The Grapes of Wrath Wraths Corporate Personhood

books

John Steinbeck’s masterpiece, The Grapes of Wrath, was published 75 years ago this week … but it could have been published yesterday.

National Public Radio literacy critic, Steve Almond, discusses the book on Monday’s edition of Here and Now, http://hereandnow.wbur.org/2014/04/14/grapes-wrath-steinbeck

Here is a portion of his comments, including a passage from the book:

“Part of what makes the book to me kind of amazingly prescient, there’s almost no issue that we’re struggling with today that isn’t somehow written about in ‘The Grapes of Wrath.’ If you want to talk about undocumented workers, if you want to talk about are corporations people, you know, John Steinbeck is directly addressing that question. At one point, there are a bunch of migrants who’ve been kicked off their land and one says, ‘Yes, but the bank is only made of men.’ And the men from the bank respond, ‘no, you’re wrong there, quite wrong there. The bank is something else than men. It happens that every man in the bank hates what the bank does, and yet the bank does it. The bank is something more than men. I tell you, it’s the monster. Men made it but they can’t control it.'”

Steinbeck is on the mark when it comes to understanding the distinction between human beings and the artificial legal entities that are corporations. He is also correct to say that those directly connected to corporations for the most part can’t control what they do — be they employees, shareholders, even owners. The same goes for consumers.

But I must respectfully disagree with Steinbeck on his assertion that “men (and presumably women as well)…can’t control it.”

Of course they can. That is, of course we can, but not in the role of employees, shareholders, consumers, even owners. Only as citizens.

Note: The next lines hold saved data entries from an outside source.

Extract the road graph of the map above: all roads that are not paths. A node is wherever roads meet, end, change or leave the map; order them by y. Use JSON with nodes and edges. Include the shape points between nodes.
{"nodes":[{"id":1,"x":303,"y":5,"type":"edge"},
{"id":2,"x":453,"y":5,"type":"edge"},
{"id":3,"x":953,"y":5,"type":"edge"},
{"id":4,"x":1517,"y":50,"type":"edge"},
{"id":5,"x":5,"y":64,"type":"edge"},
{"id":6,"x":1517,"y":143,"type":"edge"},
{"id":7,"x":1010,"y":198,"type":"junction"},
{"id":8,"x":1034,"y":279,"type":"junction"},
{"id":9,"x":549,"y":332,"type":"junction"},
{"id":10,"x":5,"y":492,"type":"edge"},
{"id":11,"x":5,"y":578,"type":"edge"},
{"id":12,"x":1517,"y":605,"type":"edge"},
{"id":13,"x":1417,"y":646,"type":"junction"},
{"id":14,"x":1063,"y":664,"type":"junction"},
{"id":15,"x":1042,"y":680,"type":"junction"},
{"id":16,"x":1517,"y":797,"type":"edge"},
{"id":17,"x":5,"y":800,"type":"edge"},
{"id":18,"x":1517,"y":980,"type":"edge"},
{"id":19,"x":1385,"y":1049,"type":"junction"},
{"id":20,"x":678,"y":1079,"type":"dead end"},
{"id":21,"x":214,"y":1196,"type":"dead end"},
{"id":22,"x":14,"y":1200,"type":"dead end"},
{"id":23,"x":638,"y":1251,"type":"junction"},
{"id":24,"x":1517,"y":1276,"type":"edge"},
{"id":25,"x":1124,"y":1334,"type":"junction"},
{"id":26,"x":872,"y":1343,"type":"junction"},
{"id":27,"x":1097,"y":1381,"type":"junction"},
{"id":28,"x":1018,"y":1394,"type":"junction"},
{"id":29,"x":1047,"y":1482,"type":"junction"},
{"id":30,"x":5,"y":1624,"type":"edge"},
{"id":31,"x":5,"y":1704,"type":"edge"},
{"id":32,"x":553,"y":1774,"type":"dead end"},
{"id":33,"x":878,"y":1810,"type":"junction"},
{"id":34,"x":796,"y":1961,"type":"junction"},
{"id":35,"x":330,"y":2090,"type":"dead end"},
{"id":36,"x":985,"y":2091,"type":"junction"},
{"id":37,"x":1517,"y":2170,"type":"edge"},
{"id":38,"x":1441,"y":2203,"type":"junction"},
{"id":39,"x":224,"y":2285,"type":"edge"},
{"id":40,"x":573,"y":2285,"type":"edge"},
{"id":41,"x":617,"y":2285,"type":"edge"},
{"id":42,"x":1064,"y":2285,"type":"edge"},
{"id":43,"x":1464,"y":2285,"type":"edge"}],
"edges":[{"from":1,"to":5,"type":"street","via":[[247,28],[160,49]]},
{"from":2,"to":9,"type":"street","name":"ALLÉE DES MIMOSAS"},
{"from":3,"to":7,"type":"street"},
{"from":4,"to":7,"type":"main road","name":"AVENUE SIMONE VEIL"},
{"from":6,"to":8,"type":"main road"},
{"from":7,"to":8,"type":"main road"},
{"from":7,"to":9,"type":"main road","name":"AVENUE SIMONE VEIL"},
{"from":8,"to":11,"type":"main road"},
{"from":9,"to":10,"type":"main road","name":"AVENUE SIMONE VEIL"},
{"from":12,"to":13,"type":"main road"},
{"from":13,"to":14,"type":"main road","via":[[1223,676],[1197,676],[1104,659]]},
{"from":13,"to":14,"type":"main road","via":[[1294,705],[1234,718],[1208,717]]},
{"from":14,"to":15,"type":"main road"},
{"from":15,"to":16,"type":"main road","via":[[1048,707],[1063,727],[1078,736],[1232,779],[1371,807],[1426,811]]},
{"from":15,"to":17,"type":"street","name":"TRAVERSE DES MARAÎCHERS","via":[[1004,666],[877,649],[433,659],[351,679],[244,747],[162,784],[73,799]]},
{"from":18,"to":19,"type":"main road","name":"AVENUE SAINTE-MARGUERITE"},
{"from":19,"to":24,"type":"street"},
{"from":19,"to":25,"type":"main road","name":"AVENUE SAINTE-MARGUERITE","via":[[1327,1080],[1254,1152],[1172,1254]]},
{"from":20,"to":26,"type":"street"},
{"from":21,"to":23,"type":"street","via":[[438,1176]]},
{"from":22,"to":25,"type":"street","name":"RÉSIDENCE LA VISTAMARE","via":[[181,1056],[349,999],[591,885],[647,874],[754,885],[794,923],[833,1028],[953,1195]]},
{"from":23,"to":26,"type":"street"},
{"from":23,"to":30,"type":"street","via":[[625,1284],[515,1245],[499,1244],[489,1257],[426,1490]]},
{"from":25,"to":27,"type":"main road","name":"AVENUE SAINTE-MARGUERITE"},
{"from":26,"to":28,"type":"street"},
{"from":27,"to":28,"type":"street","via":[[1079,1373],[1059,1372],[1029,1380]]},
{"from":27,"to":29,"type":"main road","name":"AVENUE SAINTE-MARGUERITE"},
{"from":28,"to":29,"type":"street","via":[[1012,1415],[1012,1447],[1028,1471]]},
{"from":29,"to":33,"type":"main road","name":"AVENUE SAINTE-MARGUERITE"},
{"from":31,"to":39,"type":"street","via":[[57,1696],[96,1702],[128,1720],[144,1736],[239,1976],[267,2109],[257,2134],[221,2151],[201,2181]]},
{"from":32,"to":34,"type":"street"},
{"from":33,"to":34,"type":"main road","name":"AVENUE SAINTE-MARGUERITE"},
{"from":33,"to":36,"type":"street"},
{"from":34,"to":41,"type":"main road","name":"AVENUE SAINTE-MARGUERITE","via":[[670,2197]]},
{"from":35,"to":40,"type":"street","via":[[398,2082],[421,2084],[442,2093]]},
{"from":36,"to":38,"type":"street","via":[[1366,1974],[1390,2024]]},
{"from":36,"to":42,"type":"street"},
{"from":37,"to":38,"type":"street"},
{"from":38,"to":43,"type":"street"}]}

It’s citizens, We the People, who alone have the authority to define the terms for overall corporate conduct through charters and the Constitution. It’s citizens that can establish the economic and political terms. Current corporate conduct is not inevitable or irreversible. Human beings created corporations. They can change them.

If we relegate ourselves merely as employees, shareholders, consumers or owners, however, our tools are limited. There’s only so much that we can accomplish. The overarching rules governing how banks fundamentally operated during The Great Depression that Steinbeck writes about and that exist today (as well as all other types of corporations) are beyond the reach of employees, shareholders, consumers and owners.

They are, however, very much within the reach of us, We the People, acting as self-governing people. We’ve simply not behaved as we should as citizens, but rather acted as employees, shareholders, consumers and owners.

For that, the wrath has been on us…until recently. The growing modern day citizen’s movement for real democracy to fundamentally define corporate actions and define the role of money in elections is alive and growing. For that, we should thank the Program on Corporations, Law and Democracy, Democracy Unlimited, Women’s International League for Peace & Freedom, Alliance for Democracy, Reclaim Democracy and others over the past two decades and currently the national Move to Amend (MTA) movement which seeks an amendment to the U.S. Constitution declaring corporations are not people and money is not speech.

I think Steinbeck would be a MTA supporter.